We need not reach whether evidence of an arrangement like the one discussed in Porter constitutes evidence of “an express agreement to share losses” necessary to establish a joint venture because, unlike Porter, the record in this case is devoid of any evidence that St. Joseph and the Foundation agreed to share profits. We previously detailed the evidence concerning the parties’ financial relationship and summarize it here only by stating that there is no evidence St. Joseph and the Foundation agreed to share income (much less profits) received from any source, including the operation of the general surgery residency program.
In reviewing the record with respect to the jury’s finding of “joint enterprise,” we *536 considered all possible common purposes raised by the evidence. However, here we need not search for possible alternative “ventures” in support of the jury’s answer to Question No. 4. Regardless of how the jury could have defined “venture” under the evidence, the complete absence of any evidence that St. Joseph and the Foundation agreed to share profits is fatal to the Wolffs’ joint venture theory. Because there is no evidence to support the jury’s answer to Question No. 4, the Wolffs’ judgment against St. Joseph cannot stand on the joint venture theory of vicarious liability.
The trial court instructed the jury that ratification may be express or implied and that implied ratification occurs if:
a party, though he may have been unaware of unauthorized conduct taken on his behalf at the time it occurred, retains the benefits of the transaction involving the unauthorized conduct after he acquired full knowledge of the unauthorized conduct. Implied ratification results in the ratification of the entire transaction.
The jury found Villafani’s conduct had been ratified by St. Joseph, the Foundation, and a joint venture between St. Joseph and the Foundation. St. Joseph contends there is no evidence to support these findings.
We have already concluded there is no evidence to support the finding that a joint venture existed between St. Joseph and the Foundation and, therefore, necessarily conclude there is no evidence to support the jury’s finding that such a joint venture ratified Villafani’s conduct.
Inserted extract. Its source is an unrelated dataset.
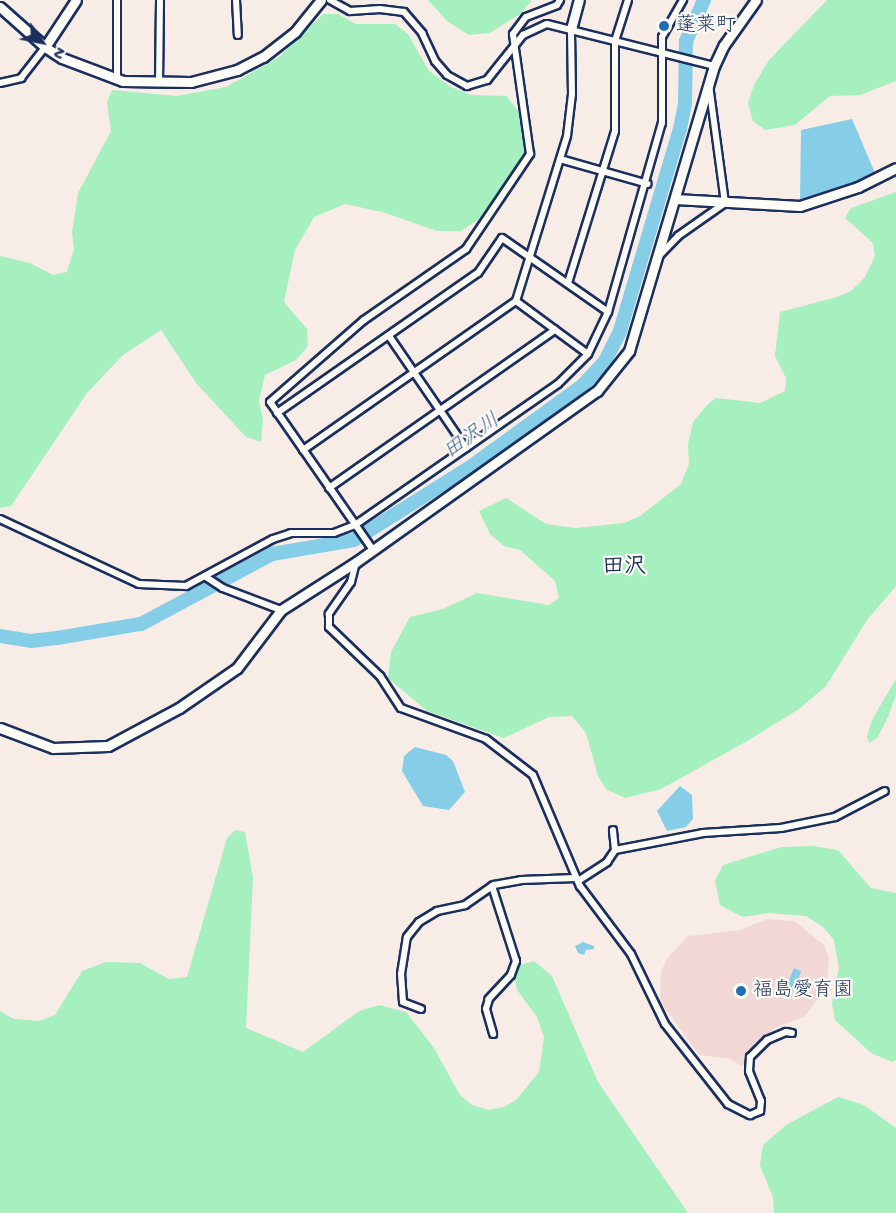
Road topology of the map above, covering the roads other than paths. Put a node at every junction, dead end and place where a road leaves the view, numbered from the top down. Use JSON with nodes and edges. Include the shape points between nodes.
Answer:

We now address whether the record contains any evidence that St. Joseph ratified Villafani’s actions.
Even if a principal was unaware of its agent’s unauthorized action, it may ratify that action and thus become liable for it if the principal retains the benefits of the action after acquiring full knowledge of the unauthorized conduct.69 Turning to the record, we conclude there is no evidence St. Joseph expressly ratified Villafani’s conduct in treating Wolff, or that it impliedly ratified Villafani’s conduct by receiving and retaining any benefits that may have resulted from Villafani’s treatment of Wolff. Indeed, it is difficult to imagine what those benefits could be. There is no evidence St. Joseph received or was entitled to receive any portion of any fees from Villafani’s treatment of Wolff or any other patient at Brackenridge. In fact, the evidence is undisputed that any fees relating to Villafani’s treatment of Wolff belonged to the Foundation, not St. Joseph.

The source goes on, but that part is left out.